Par une requête enregistrée le 20 septembre 2022 et un mémoire complémentaire enregistré le 24 octobre 2022, Mme B A, représentée par Me Perinaud, demande au tribunal :
1°) de lui accorder le bénéfice de l'aide juridictionnelle provisoire ;
2°) d'annuler l'arrêté en date du 1er septembre 2022 par lequel le préfet du Nord lui a refusé la délivrance d'une carte de résident, l'a obligée à quitter le territoire français dans le délai de trente jours, a fixé le pays de destination de la mesure d'éloignement et lui a interdit le retour sur le territoire français avant l'expiration du délai d'un an ;
3°) à titre subsidiaire de prononcer la suspension de l'obligation de quitter le territoire français adoptée dans l'attente d'une décision adoptée par la Cour nationale du droit d'asile ;
4°) d'enjoindre au préfet de lui délivrer le titre de séjour sollicité et à défaut de réexaminer sa situation sous astreinte de 155 euros par jour de retard et de lui délivrer une autorisation provisoire de séjour l'autorisant à travailler, en application des dispositions de l'article L. 911-1 du Code de justice administrative e faire procéder sans délai à la suppression, par les services compétents, de son signalement aux fins de non-admission dans le système d'information Schengen ;
5°) de condamner l'Etat en cas d'acceptation de la demande d'aide juridictionnelle, à verser à son conseil la somme de 1 500 euros, en contrepartie de sa renonciation à percevoir la somme correspondant à la part contributive de l'Etat, en application de la loi du 10 juillet 1991 et de l'article L761-1 du code de justice administrative ;
6°) en cas de rejet de la demande d'aide juridictionnelle, de condamner l'Etat à lui verser la somme de 1500 euros sur le fondement de l'article L761-1 du Code de justice administrative.
Elle soutient que :
En ce qui concerne la décision portant refus de carte de résident :
- cette décision a été prise par une autorité incompétente ;
- elle est entachée d'un défaut de motivation et d'un défaut d'examen sérieux de sa situation ;
- le préfet ne justifie pas du rejet définitif de sa demande d'asile, la décision est entachée par conséquent d'une erreur de fait et d'une erreur de droit.
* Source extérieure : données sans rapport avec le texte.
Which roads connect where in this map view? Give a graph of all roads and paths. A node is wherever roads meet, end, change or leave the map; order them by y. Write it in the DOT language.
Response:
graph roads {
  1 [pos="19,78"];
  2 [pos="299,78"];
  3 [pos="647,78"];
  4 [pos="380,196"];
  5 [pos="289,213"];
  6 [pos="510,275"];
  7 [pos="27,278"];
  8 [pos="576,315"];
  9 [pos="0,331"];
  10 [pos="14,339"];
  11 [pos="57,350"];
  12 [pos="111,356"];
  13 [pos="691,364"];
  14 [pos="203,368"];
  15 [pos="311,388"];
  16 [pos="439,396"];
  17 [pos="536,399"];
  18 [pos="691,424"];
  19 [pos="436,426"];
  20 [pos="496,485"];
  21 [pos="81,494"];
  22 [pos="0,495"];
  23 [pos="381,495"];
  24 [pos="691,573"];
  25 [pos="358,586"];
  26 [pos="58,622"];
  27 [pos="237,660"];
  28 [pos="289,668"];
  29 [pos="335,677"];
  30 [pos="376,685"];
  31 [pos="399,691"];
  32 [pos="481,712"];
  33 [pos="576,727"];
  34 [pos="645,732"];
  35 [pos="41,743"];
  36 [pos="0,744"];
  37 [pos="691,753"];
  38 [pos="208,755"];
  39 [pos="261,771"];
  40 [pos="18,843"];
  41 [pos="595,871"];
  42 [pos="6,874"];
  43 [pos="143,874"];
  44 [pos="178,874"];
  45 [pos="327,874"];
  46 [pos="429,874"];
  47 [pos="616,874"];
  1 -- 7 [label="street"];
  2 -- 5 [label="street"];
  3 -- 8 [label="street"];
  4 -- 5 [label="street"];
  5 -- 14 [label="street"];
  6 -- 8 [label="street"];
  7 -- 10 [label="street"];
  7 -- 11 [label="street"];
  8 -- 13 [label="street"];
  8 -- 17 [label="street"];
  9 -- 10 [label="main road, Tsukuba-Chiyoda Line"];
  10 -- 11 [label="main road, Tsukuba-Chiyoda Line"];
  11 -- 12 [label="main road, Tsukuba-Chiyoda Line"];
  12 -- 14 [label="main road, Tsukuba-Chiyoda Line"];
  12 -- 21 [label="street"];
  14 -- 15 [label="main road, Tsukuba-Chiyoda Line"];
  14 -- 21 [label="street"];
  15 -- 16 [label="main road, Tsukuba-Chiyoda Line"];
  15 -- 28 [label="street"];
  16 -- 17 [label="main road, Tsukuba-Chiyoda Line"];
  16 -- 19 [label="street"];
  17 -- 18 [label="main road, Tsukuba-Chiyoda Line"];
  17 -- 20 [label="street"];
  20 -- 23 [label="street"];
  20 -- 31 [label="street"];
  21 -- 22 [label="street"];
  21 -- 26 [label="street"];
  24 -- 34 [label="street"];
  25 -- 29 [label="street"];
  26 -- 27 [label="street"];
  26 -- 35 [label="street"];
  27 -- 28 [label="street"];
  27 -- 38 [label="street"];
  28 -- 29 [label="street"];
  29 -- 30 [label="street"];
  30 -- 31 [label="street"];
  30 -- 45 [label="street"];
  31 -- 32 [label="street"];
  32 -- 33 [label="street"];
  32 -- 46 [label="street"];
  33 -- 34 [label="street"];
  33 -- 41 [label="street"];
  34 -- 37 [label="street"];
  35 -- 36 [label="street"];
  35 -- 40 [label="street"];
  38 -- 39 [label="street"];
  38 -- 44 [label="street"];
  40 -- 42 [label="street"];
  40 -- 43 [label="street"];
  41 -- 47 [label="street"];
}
En ce qui concerne la décision portant obligation de quitter le territoire français :
- cette décision a été prise par une autorité incompétente ;
- elle est entachée d'un défaut de motivation ;
- elle est illégale en raison de l'illégalité de la décision portant refus de titre de séjour ;
- elle est entachée d'une erreur manifeste d'appréciation de ses conséquences sur sa situation personnelle et est disproportionnée ;
- elle viole les dispositions de l'article L. 611-3 du code de l'entrée et du séjour des étrangers et du droit d'asile ;
- elle viole les stipulations de l'article 8 de la convention européenne de sauvegarde des droits de l'homme et des libertés fondamentales ;
- elle méconnaît l'article 3-1 de la convention internationale des droits de l'enfant ;
- elle est entachée d'une erreur de droit dès lors que le préfet n'a pas examiné la possibilité de sa remise aux autorités grecques.
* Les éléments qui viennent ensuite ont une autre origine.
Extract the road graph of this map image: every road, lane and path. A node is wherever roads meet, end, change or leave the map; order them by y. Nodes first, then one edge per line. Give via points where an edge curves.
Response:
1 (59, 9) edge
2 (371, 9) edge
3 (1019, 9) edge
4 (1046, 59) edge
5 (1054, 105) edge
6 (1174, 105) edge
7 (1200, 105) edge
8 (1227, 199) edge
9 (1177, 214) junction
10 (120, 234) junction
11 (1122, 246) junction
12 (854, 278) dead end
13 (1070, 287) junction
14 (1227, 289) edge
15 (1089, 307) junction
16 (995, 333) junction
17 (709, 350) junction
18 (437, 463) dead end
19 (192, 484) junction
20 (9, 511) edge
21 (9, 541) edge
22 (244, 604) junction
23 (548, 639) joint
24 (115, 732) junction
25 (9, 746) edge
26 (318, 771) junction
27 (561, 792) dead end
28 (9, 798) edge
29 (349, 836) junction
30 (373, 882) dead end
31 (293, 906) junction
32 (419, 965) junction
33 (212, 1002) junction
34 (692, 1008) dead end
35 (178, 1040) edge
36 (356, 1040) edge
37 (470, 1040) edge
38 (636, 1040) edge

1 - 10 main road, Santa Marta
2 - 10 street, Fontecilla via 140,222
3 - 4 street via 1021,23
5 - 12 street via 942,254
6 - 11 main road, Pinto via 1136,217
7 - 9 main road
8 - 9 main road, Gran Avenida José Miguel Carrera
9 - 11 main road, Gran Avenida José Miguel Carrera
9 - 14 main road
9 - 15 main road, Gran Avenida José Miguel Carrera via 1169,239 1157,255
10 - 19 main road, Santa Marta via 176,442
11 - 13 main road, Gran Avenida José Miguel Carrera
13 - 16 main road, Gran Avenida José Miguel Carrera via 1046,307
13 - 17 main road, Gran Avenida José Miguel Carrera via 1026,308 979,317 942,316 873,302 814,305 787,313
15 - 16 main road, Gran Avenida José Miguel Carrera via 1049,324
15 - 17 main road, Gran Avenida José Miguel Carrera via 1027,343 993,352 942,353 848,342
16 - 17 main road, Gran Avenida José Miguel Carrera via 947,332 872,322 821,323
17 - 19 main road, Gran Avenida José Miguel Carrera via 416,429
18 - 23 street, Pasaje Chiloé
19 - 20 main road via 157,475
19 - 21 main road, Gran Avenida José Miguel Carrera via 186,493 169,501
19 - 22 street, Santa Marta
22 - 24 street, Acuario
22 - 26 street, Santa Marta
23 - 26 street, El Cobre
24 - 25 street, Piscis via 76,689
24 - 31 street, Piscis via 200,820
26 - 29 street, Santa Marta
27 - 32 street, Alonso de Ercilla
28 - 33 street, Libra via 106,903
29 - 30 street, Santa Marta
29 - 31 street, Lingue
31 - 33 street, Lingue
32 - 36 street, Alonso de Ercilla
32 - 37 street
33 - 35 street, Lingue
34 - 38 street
En ce qui concerne la décision refusant un délai de départ volontaire :
- cette décision a été prise par une autorité incompétente ;
- elle est entachée d'un défaut de motivation ;
- elle est illégale en raison de l'illégalité de la mesure d'éloignement ;
- elle est entachée d'une erreur manifeste d'appréciation.
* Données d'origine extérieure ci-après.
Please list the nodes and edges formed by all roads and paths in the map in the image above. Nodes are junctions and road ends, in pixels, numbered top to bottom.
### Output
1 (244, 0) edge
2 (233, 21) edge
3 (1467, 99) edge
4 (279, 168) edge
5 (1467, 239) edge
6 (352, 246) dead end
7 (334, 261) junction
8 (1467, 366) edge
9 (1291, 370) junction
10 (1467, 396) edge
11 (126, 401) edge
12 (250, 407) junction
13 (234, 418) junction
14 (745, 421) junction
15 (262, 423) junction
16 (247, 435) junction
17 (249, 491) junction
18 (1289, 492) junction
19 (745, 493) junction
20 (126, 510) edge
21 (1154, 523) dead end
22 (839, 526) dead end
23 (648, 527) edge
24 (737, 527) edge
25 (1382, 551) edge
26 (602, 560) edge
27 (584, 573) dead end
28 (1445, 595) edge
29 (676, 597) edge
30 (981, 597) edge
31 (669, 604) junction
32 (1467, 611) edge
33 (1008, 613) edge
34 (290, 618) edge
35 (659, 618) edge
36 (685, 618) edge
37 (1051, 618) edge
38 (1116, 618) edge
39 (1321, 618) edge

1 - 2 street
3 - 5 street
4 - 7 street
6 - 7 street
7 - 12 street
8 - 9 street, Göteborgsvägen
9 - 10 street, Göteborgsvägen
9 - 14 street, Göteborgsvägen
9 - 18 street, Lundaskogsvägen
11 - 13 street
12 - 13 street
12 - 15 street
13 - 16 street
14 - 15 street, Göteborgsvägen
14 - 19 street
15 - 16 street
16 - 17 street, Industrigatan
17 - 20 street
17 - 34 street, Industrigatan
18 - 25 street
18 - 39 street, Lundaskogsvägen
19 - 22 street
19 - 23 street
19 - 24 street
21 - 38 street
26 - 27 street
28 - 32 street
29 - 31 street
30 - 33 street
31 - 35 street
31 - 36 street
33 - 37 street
En ce qui concerne le pays de renvoi :
- cette décision a été prise par une autorité incompétente ;
- elle est illégale en raison de l'illégalité de la mesure d'éloignement ;
- elle viole par ricochet les stipulations de l'article 3 de la convention européenne de sauvegarde des droits de l'homme et des libertés fondamentales et le principe de non refoulement consacré par l'article 33 de la convention de Genève de 1951.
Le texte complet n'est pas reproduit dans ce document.